1年半ほど前まで、紀南病院に内科医として勤務していました

 

自称、世界一紀南地方を愛する医師です。

 

現在は大阪府にある市立堺病院総合内科に勤務しています。

都市部の研修病院における指導医という立場で、元気な研修医の先生と

一緒に日々楽しく外来・病棟業務に携わっています。

 

そして、来月からは、再び紀南病院の内科医に戻ります。

 

紀南病院で地域医療研修中もしくは研修を修了された研修医のみなさん、

お忙しい中、ブログへの投稿ありがとうございます。

 

皆さんがどのような気持ちでどのような研修されているのかが、

とてもよく伝わってきました。

先日も、皆さんのブログを読んでいたら、涙が流れてきました。

いろんな思いがこみ上げてきました。

 

日々、陰ながら、紀南で頑張ってくださっている皆さんを応援しています。

 

また地域医療研修を終えられた先生方が、それぞれの場所で活躍されていることも、私にとってはとても励みになっています。

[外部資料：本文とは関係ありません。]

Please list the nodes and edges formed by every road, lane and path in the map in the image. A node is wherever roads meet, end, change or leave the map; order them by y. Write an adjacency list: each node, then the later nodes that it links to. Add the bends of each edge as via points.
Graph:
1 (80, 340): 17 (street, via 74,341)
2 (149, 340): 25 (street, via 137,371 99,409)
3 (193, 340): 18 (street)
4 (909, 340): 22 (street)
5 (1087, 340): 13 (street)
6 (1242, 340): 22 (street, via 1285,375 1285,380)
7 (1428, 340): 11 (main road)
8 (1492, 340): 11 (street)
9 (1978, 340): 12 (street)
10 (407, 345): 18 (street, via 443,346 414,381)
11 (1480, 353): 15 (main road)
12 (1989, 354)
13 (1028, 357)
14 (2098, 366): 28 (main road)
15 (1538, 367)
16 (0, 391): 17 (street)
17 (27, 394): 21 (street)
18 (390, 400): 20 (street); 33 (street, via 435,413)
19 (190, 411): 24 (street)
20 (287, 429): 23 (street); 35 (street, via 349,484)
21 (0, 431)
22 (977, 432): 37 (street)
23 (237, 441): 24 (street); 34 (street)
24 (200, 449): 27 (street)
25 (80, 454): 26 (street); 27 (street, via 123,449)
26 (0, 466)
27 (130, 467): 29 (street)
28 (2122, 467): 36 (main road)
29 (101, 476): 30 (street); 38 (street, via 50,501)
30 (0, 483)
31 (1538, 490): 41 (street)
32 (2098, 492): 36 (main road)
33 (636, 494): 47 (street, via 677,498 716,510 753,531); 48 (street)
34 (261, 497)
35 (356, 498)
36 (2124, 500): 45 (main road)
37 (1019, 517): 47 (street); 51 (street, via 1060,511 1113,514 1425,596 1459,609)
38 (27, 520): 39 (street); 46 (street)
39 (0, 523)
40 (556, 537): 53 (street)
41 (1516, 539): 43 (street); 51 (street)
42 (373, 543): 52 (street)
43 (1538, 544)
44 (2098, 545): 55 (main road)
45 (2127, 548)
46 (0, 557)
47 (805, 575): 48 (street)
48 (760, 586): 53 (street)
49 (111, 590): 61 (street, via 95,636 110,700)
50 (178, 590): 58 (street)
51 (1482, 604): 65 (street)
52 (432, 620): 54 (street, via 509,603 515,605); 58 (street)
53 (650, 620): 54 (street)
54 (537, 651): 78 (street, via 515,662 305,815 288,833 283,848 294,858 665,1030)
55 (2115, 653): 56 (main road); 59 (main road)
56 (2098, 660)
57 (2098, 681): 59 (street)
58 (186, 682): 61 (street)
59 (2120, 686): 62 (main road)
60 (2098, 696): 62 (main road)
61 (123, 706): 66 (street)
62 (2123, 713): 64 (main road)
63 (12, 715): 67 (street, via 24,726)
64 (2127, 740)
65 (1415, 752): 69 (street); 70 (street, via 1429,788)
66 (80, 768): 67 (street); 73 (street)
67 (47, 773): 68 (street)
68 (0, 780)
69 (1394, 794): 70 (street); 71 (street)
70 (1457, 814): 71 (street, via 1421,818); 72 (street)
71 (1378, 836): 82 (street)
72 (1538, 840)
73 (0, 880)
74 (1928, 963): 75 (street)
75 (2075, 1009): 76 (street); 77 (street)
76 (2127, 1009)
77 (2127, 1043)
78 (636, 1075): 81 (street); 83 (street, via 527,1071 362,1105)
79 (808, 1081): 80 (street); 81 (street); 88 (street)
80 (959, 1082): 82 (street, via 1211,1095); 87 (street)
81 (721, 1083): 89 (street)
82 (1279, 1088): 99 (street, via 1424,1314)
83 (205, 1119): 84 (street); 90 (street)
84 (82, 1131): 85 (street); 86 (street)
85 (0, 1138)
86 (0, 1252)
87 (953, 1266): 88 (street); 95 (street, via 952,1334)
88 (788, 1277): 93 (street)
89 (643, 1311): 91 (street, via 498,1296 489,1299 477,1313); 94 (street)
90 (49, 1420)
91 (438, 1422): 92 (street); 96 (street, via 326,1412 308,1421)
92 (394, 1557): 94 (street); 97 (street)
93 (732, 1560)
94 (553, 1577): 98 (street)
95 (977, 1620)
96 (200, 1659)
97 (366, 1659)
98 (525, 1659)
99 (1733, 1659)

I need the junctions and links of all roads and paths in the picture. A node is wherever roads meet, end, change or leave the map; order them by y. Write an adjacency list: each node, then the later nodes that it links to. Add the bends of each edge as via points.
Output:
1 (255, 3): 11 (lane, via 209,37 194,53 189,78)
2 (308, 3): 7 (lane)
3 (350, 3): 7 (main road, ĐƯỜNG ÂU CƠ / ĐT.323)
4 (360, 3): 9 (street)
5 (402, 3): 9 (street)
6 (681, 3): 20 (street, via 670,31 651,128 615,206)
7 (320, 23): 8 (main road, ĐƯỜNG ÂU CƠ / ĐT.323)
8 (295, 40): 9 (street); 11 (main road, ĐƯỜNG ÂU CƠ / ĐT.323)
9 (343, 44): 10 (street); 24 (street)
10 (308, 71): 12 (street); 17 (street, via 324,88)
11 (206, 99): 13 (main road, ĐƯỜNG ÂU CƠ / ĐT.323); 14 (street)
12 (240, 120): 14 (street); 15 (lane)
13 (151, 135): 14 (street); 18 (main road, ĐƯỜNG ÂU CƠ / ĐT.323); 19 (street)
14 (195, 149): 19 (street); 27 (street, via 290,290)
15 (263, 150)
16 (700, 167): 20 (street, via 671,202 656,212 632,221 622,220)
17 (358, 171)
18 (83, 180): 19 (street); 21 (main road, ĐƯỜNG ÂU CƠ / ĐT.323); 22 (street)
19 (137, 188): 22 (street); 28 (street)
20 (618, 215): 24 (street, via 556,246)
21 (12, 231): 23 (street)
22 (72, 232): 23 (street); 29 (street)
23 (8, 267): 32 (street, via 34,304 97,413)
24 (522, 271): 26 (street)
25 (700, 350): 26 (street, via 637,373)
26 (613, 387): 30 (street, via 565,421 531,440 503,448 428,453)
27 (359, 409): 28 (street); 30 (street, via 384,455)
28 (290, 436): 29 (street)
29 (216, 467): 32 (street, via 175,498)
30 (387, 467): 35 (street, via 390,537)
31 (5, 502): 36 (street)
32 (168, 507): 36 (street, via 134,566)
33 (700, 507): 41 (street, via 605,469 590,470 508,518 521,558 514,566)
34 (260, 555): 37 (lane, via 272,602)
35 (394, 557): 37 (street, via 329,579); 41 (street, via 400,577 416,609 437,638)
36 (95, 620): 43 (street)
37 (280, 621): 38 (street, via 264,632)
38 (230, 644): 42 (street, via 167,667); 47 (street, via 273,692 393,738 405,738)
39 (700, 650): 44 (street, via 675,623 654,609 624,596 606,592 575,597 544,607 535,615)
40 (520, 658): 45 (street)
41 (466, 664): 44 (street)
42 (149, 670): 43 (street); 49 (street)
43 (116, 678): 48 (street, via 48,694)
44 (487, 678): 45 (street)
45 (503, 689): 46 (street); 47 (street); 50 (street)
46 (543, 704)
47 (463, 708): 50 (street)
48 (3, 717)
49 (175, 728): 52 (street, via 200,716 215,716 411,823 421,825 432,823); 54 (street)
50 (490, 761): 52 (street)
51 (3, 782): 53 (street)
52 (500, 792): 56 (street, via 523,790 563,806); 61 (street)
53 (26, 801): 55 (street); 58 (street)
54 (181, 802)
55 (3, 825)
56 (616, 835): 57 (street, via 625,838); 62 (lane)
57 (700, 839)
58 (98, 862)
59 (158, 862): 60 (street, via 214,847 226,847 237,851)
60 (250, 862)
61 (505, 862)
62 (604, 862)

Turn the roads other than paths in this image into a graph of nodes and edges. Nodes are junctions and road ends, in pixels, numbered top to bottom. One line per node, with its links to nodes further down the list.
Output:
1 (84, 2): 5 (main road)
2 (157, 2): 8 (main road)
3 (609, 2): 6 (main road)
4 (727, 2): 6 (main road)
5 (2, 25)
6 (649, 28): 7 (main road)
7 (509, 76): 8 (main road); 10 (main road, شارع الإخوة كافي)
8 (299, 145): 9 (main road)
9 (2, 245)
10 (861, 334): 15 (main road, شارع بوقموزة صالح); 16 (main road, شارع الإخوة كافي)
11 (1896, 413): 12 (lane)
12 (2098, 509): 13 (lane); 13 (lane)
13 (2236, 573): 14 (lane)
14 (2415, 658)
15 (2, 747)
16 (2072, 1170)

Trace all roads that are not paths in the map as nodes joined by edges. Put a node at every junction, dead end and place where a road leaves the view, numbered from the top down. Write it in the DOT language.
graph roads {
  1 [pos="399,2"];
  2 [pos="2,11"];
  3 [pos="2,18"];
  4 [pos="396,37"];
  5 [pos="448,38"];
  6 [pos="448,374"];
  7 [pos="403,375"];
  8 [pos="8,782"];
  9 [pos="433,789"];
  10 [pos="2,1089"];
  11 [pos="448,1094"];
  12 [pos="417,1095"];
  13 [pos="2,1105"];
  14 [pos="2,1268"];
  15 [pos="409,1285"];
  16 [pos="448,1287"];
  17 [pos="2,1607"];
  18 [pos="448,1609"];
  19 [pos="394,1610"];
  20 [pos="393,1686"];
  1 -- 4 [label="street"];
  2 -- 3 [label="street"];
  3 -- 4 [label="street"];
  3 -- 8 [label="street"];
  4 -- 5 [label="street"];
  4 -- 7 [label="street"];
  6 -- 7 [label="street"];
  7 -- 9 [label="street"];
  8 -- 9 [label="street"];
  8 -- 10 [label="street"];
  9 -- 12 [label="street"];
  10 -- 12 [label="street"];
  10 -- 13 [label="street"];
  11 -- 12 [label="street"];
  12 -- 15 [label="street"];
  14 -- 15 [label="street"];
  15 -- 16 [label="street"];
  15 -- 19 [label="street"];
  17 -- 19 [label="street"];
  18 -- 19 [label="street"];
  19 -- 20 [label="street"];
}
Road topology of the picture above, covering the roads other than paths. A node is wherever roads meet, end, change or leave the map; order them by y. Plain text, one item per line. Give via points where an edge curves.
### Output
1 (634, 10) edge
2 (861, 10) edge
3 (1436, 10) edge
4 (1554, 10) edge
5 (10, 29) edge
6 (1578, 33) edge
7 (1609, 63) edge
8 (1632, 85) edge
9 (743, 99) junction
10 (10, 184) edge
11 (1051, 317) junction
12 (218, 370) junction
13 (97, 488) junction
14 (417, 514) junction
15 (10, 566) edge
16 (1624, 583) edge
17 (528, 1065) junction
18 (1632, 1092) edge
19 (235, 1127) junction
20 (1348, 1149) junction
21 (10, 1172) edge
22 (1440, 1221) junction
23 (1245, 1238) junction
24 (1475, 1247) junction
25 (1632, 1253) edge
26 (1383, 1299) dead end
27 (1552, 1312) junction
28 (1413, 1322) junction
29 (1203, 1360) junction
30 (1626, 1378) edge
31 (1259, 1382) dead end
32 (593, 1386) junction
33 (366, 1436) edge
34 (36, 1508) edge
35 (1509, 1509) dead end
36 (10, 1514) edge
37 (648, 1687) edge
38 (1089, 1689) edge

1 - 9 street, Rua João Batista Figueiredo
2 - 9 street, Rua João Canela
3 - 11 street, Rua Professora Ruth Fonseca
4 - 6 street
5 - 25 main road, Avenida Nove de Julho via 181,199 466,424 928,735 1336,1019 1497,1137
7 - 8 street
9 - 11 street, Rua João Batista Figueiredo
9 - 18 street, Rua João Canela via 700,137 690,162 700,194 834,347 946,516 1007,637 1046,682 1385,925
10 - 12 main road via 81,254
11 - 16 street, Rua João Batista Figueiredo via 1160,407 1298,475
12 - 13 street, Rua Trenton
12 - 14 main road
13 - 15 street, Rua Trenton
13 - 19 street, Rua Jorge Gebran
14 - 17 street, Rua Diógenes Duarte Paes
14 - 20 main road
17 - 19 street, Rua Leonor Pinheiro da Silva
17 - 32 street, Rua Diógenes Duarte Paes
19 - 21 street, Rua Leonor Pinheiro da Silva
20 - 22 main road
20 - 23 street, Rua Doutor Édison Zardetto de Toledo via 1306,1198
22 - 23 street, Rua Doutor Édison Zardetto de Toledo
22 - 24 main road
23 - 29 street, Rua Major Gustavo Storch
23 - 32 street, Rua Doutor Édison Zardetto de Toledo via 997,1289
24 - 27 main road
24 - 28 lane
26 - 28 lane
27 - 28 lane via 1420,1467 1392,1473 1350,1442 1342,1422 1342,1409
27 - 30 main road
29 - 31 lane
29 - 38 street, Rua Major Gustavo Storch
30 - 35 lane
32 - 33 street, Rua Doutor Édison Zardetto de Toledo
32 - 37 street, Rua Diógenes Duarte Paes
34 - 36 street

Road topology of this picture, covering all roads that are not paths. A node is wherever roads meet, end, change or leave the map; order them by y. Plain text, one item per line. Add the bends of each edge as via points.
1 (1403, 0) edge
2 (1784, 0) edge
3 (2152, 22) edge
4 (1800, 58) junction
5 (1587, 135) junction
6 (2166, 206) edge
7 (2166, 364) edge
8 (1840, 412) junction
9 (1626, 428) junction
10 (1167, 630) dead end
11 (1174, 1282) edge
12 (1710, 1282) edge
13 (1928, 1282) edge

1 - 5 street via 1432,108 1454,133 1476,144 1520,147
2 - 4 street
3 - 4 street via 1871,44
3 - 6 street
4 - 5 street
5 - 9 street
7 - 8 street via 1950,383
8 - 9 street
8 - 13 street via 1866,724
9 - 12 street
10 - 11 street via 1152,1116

今後のみなさんのことも、勝手に陰ながら応援し続けます。

 

紀南病院には、きっと、皆さんのブログに元気をもらっている関係者が

たくさんいるはずです。

ぜひ、今後も負担にならない範囲で、皆さんの研修の様子や思いを教えてください。

 

また、へき地を知らない人たちにとっては、へき地で働く医師の仕事や気持ちに

触れられる機会は、実はあまりありません。

楽しいことだけでなく、つらかったこと、苦しかったことも、

遠慮なく発信してくださいね。

  

皆さんの研修元の病院の先生方にも、ぜひ読んでいただきたいですし、

いろんな病院の指導医の先生にも投稿していただけるようになったら

素敵だなぁ、と思います。

 

 

へき地・都市部にかかわらず、その土地の医療に携わるということは、

医学的な知識だけでなく、その地域を知ることがとても大切です。

 

あちこちきれいな観光スポットをめぐることも、おいしいものを食べに

行くことも、特に短期間の間に地域を知るには大切なんです。

遊ぶ時は思いっきり遊んで、紀南地方がどんなところなのか、

人々がどんな文化の中で生活しているのか、たくさん学んでいってくださいね。

 

 

 

私が紀南病院の内科医だった頃も、都市部の研修病院の指導医の立場に

なった今も変わらずに願っていることは、

 

紀南地方を訪れてくれたすべての人にとって、

紀南地方が"あったかい"場所でありつづけてほしい、   ということです。

 

慣れない土地でがんばってくださっている研修医の皆さん、

"あったかい"気持ちで研修医の先生方を受け入れてくださっている

紀南病院・紀和診療所のスタッフの皆さん、住民の皆さん、患者さん、

研修医の先生方の研修元の病院の皆さん、

そのほか関係してくださっているすべての皆さんに、

心から感謝申し上げます。

 

これからも、紀南病院での地域医療研修を通じて、

"あったかい"絆が育ってゆくことを心から願っています。